• Task to carry out
This exercise asks for the whole listing to be restated exactly.

• Given data
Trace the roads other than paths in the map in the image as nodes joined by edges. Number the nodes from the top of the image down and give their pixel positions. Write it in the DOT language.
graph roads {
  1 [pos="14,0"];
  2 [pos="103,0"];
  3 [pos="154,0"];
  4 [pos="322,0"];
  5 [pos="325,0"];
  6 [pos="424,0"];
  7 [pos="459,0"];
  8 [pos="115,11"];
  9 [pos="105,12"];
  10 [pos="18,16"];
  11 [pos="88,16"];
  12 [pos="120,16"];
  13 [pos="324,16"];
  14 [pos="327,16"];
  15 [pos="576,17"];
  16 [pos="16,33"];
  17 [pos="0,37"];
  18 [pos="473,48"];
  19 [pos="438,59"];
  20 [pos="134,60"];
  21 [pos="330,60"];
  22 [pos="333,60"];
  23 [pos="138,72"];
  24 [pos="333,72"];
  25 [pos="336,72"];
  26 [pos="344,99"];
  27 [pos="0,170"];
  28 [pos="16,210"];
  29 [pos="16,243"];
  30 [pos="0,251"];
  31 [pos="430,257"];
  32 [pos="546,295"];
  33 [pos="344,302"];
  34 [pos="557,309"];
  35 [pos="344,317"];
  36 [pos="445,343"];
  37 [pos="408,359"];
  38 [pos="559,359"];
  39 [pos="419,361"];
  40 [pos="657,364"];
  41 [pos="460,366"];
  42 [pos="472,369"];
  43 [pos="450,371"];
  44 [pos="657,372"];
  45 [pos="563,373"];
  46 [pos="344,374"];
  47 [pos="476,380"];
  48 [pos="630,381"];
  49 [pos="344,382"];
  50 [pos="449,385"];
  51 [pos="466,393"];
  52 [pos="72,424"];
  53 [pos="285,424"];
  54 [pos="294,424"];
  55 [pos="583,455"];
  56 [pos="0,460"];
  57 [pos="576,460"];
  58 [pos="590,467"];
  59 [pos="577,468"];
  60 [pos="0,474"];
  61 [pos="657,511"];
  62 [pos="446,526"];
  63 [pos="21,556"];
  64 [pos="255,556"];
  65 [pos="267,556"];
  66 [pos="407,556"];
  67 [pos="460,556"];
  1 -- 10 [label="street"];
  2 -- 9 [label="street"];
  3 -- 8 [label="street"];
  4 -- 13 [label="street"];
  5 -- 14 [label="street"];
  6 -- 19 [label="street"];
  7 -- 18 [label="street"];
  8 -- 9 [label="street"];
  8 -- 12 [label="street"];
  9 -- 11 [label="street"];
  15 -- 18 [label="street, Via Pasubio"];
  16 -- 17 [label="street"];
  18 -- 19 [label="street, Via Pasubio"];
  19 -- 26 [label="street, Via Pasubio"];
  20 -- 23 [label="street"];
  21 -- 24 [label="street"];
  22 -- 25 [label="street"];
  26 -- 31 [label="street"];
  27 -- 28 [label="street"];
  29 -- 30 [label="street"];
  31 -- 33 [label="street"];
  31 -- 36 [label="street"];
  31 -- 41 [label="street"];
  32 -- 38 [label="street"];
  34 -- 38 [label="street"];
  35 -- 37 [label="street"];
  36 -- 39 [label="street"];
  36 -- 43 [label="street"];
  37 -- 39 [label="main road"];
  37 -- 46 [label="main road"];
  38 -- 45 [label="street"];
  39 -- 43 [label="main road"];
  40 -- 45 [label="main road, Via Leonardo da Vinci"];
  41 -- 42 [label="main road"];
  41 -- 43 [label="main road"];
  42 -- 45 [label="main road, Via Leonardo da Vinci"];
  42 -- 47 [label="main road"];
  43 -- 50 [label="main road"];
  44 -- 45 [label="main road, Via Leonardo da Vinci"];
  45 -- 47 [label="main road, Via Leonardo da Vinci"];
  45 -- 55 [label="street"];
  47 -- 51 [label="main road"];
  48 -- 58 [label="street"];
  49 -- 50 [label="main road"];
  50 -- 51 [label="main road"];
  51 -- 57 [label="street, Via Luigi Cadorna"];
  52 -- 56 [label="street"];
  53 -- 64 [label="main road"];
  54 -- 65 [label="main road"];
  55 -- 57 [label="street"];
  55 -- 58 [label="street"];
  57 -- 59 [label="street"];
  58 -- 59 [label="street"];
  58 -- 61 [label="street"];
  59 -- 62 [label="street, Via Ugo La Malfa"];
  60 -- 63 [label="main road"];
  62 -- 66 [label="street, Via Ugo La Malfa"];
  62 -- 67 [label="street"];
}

• Result for this exercise
Trace the roads other than paths in the map in the image as nodes joined by edges. Number the nodes from the top of the image down and give their pixel positions. Write it in the DOT language.
graph roads {
  1 [pos="14,0"];
  2 [pos="103,0"];
  3 [pos="154,0"];
  4 [pos="322,0"];
  5 [pos="325,0"];
  6 [pos="424,0"];
  7 [pos="459,0"];
  8 [pos="115,11"];
  9 [pos="105,12"];
  10 [pos="18,16"];
  11 [pos="88,16"];
  12 [pos="120,16"];
  13 [pos="324,16"];
  14 [pos="327,16"];
  15 [pos="576,17"];
  16 [pos="16,33"];
  17 [pos="0,37"];
  18 [pos="473,48"];
  19 [pos="438,59"];
  20 [pos="134,60"];
  21 [pos="330,60"];
  22 [pos="333,60"];
  23 [pos="138,72"];
  24 [pos="333,72"];
  25 [pos="336,72"];
  26 [pos="344,99"];
  27 [pos="0,170"];
  28 [pos="16,210"];
  29 [pos="16,243"];
  30 [pos="0,251"];
  31 [pos="430,257"];
  32 [pos="546,295"];
  33 [pos="344,302"];
  34 [pos="557,309"];
  35 [pos="344,317"];
  36 [pos="445,343"];
  37 [pos="408,359"];
  38 [pos="559,359"];
  39 [pos="419,361"];
  40 [pos="657,364"];
  41 [pos="460,366"];
  42 [pos="472,369"];
  43 [pos="450,371"];
  44 [pos="657,372"];
  45 [pos="563,373"];
  46 [pos="344,374"];
  47 [pos="476,380"];
  48 [pos="630,381"];
  49 [pos="344,382"];
  50 [pos="449,385"];
  51 [pos="466,393"];
  52 [pos="72,424"];
  53 [pos="285,424"];
  54 [pos="294,424"];
  55 [pos="583,455"];
  56 [pos="0,460"];
  57 [pos="576,460"];
  58 [pos="590,467"];
  59 [pos="577,468"];
  60 [pos="0,474"];
  61 [pos="657,511"];
  62 [pos="446,526"];
  63 [pos="21,556"];
  64 [pos="255,556"];
  65 [pos="267,556"];
  66 [pos="407,556"];
  67 [pos="460,556"];
  1 -- 10 [label="street"];
  2 -- 9 [label="street"];
  3 -- 8 [label="street"];
  4 -- 13 [label="street"];
  5 -- 14 [label="street"];
  6 -- 19 [label="street"];
  7 -- 18 [label="street"];
  8 -- 9 [label="street"];
  8 -- 12 [label="street"];
  9 -- 11 [label="street"];
  15 -- 18 [label="street, Via Pasubio"];
  16 -- 17 [label="street"];
  18 -- 19 [label="street, Via Pasubio"];
  19 -- 26 [label="street, Via Pasubio"];
  20 -- 23 [label="street"];
  21 -- 24 [label="street"];
  22 -- 25 [label="street"];
  26 -- 31 [label="street"];
  27 -- 28 [label="street"];
  29 -- 30 [label="street"];
  31 -- 33 [label="street"];
  31 -- 36 [label="street"];
  31 -- 41 [label="street"];
  32 -- 38 [label="street"];
  34 -- 38 [label="street"];
  35 -- 37 [label="street"];
  36 -- 39 [label="street"];
  36 -- 43 [label="street"];
  37 -- 39 [label="main road"];
  37 -- 46 [label="main road"];
  38 -- 45 [label="street"];
  39 -- 43 [label="main road"];
  40 -- 45 [label="main road, Via Leonardo da Vinci"];
  41 -- 42 [label="main road"];
  41 -- 43 [label="main road"];
  42 -- 45 [label="main road, Via Leonardo da Vinci"];
  42 -- 47 [label="main road"];
  43 -- 50 [label="main road"];
  44 -- 45 [label="main road, Via Leonardo da Vinci"];
  45 -- 47 [label="main road, Via Leonardo da Vinci"];
  45 -- 55 [label="street"];
  47 -- 51 [label="main road"];
  48 -- 58 [label="street"];
  49 -- 50 [label="main road"];
  50 -- 51 [label="main road"];
  51 -- 57 [label="street, Via Luigi Cadorna"];
  52 -- 56 [label="street"];
  53 -- 64 [label="main road"];
  54 -- 65 [label="main road"];
  55 -- 57 [label="street"];
  55 -- 58 [label="street"];
  57 -- 59 [label="street"];
  58 -- 59 [label="street"];
  58 -- 61 [label="street"];
  59 -- 62 [label="street, Via Ugo La Malfa"];
  60 -- 63 [label="main road"];
  62 -- 66 [label="street, Via Ugo La Malfa"];
  62 -- 67 [label="street"];
}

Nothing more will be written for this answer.